Soon enough, the body became more explicit. “Rhoda,’’ a 1966 painting, looks down upon a seated nude, but she seems less a nude than a series of taut zigzags — protrusions of arms and thighs surrounding a blue Marge Simpson ’do hovering over the two red arcs of her breasts. The background, mostly steamy orange with a poison-yellow quadrant in front, commands as much attention as the figure and is equally keyed up.

That edgy interplay of figure and ground is intrinsic in McNeil’s vibrant, declarative canvases. “Bather #4’’ (1968) features a mustard-orange avalanche from the upper left suggesting a swimmer. Limbs scissor at the center. Brilliant green, red, and orange form a patchwork around the figure, and there’s a purple triangle in the distance, perhaps a wave peaking, throwing spray against and orange sky.

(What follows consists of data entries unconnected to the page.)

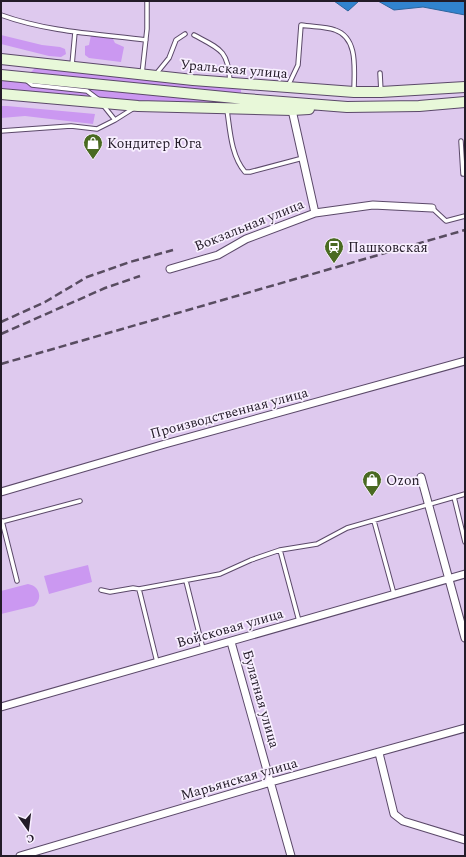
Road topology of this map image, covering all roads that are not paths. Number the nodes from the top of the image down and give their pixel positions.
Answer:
1 (147, 1) edge
2 (1, 15) edge
3 (75, 32) junction
4 (186, 34) dead end
5 (194, 35) dead end
6 (146, 40) junction
7 (1, 54) edge
8 (1, 59) edge
9 (27, 62) junction
10 (72, 68) junction
11 (380, 73) dead end
12 (1, 75) edge
13 (142, 75) junction
14 (154, 76) junction
15 (22, 77) junction
16 (230, 82) junction
17 (288, 87) junction
18 (465, 87) edge
19 (354, 92) junction
20 (381, 92) junction
21 (1, 94) edge
22 (465, 102) edge
23 (102, 104) junction
24 (138, 106) junction
25 (347, 107) junction
26 (227, 109) junction
27 (292, 110) junction
28 (115, 120) junction
29 (1, 131) edge
30 (461, 141) dead end
31 (303, 158) junction
32 (465, 174) edge
33 (432, 208) joint
34 (315, 212) junction
35 (465, 216) edge
36 (170, 269) dead end
37 (465, 361) edge
38 (421, 476) dead end
39 (1, 492) edge
40 (465, 494) edge
41 (454, 496) junction
42 (80, 501) dead end
43 (429, 505) junction
44 (2, 521) edge
45 (374, 521) junction
46 (465, 542) edge
47 (280, 550) junction
48 (465, 574) edge
49 (448, 578) junction
50 (17, 581) dead end
51 (186, 581) junction
52 (139, 589) junction
53 (101, 590) dead end
54 (394, 594) junction
55 (300, 622) junction
56 (465, 638) edge
57 (231, 642) junction
58 (203, 649) junction
59 (157, 662) junction
60 (1, 707) edge
61 (465, 728) edge
62 (379, 753) junction
63 (272, 782) junction
64 (465, 840) edge
65 (20, 856) edge
66 (291, 856) edge

1 - 6 lane
2 - 3 lane
3 - 6 lane
3 - 10 lane
4 - 14 lane
5 - 16 lane
6 - 13 lane
7 - 9 main road
8 - 9 main road, Уральская улица
9 - 10 main road, Уральская улица
9 - 15 main road
10 - 13 main road, Уральская улица
11 - 20 lane
12 - 15 main road, Уральская улица
13 - 14 main road, Уральская улица
14 - 16 main road, Уральская улица
15 - 23 lane
15 - 25 main road, Уральская улица
16 - 17 main road, Уральская улица
17 - 19 main road, Уральская улица
17 - 19 lane
18 - 20 main road, Уральская улица
19 - 20 main road, Уральская улица
21 - 23 main road
22 - 25 main road, Уральская улица
23 - 24 main road
23 - 28 lane
24 - 26 main road
24 - 28 lane
25 - 27 main road
26 - 27 main road
26 - 31 lane
27 - 31 street, Вокзальная улица
28 - 29 lane
30 - 32 lane
31 - 34 street, Вокзальная улица
33 - 34 street, Вокзальная улица
33 - 35 lane
34 - 36 street, Вокзальная улица
37 - 39 street, Производственная улица
38 - 43 street
40 - 41 lane
41 - 43 lane
41 - 46 lane
42 - 44 lane
43 - 45 lane
43 - 49 street
44 - 50 lane
45 - 47 lane
45 - 54 lane
47 - 51 lane
47 - 55 lane
48 - 49 street, Войсковая улица
49 - 54 street, Войсковая улица
49 - 56 street
51 - 52 lane
51 - 58 lane
52 - 53 lane
52 - 59 lane
54 - 55 street, Войсковая улица
55 - 57 street, Войсковая улица
57 - 58 street, Войсковая улица
57 - 63 street, Булатная улица
58 - 59 street, Войсковая улица
59 - 60 street, Войсковая улица
61 - 62 street, Марьянская улица
62 - 63 street, Марьянская улица
62 - 64 street
63 - 65 street, Марьянская улица
63 - 66 street, Булатная улица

While the figure is unmistakable, it isn’t entirely readable, yet it is an integral element of the entire composition. McNeil played similar tricks with space — is that purple wave in the distance or right on the surface? Bringing figuration into abstraction, he could flirt with the viewer’s expectations and defy them at the same time. For this viewer, that’s spine-tingling.

Precision and humor

For some of the more obsessive artists, the work is all about technique and repetition. Repeat the same mark thousands of times, and those marks accrete into a work of art. You can see it in the two 2010 pieces in Jane Masters’s “Playing With Fire’’ at Miller Block Gallery. In “Starving Artist,’’ she took a heated wire and meticulously burned dots through both sides of heavy paper, making an almost three-dimensional drawing, which looks like a 19th-century girl’s needlework project with text — here, the piece’s title. It’s a stunning work of precision with a wry sense of humor.

But the 2011 works are sloppier, in a delicious way, and edgier. For these, Masters crafted branding irons, heated them in a furnace, and repeatedly branded water-soaked paper. “Playing with Fire (triptych 1),’’ on three sheets of paper, features eight columns of circles slithering down the length of the piece like stretched-out Slinkies. At the papers’ edges, the circles are muddier. That’s where she used a hotter iron, toying with combustion.

I especially liked pieces so built up with brawny lines that you can’t make out the shape of the brand, such as “Playing with Fire (4 part),’’ on a grid of four sheets. The loopy lines converge in cluttered patterns that retain the tenacity of the iron, so the drawing looks like a brown tangle of metal. In this one, Masters leaves empty spaces, breathing room from the hot, energized snarl. While seemingly less precise, this year’s drawings push the stakes higher, as the artist pushes toward losing control.

Beauty is in the eye . . .

The artistic partners Alexi Antoniadis and Nico Stone specialize in honoring the abandoned parts of urban environments. They’re also clever trompe l’oeil sculptors. You can see both elements in their thoughtful and surprising show at Boston University’s Sherman Gallery. The pair’s sculptures look like broken off edges of the ugliest public structures, now dilapidated.

Look at “Sob Story,’’ a more than 5-foot tall rectangular chunk that appears carved straight out of a drainage system. It’s a rectangle with two eye-like holes, each containing a length of pipe. On either side, muddy stains from the pipes pour like tears. A stick runs through one, impaling that eye. Antoniadis and Stone elegantly crafted this ugly thing out of plaster, plastic, and particleboard. Most of us would willfully ignore such a scene if we walked past it on the street. These two venerate it by making it into art that lends the ugly drainage ditch a human pathos.

The two also salvage and employ some throwaways, such as several large museum frames. They drew over the Plexiglas surface of each with lighter carbon — gorgeous, mottled brown patterns that look vaguely topographical and cast shadows on the wall behind. I thought of the buildup of cigarette smoke on paintings. Antoniadis and Stone stir tenderness for the untended.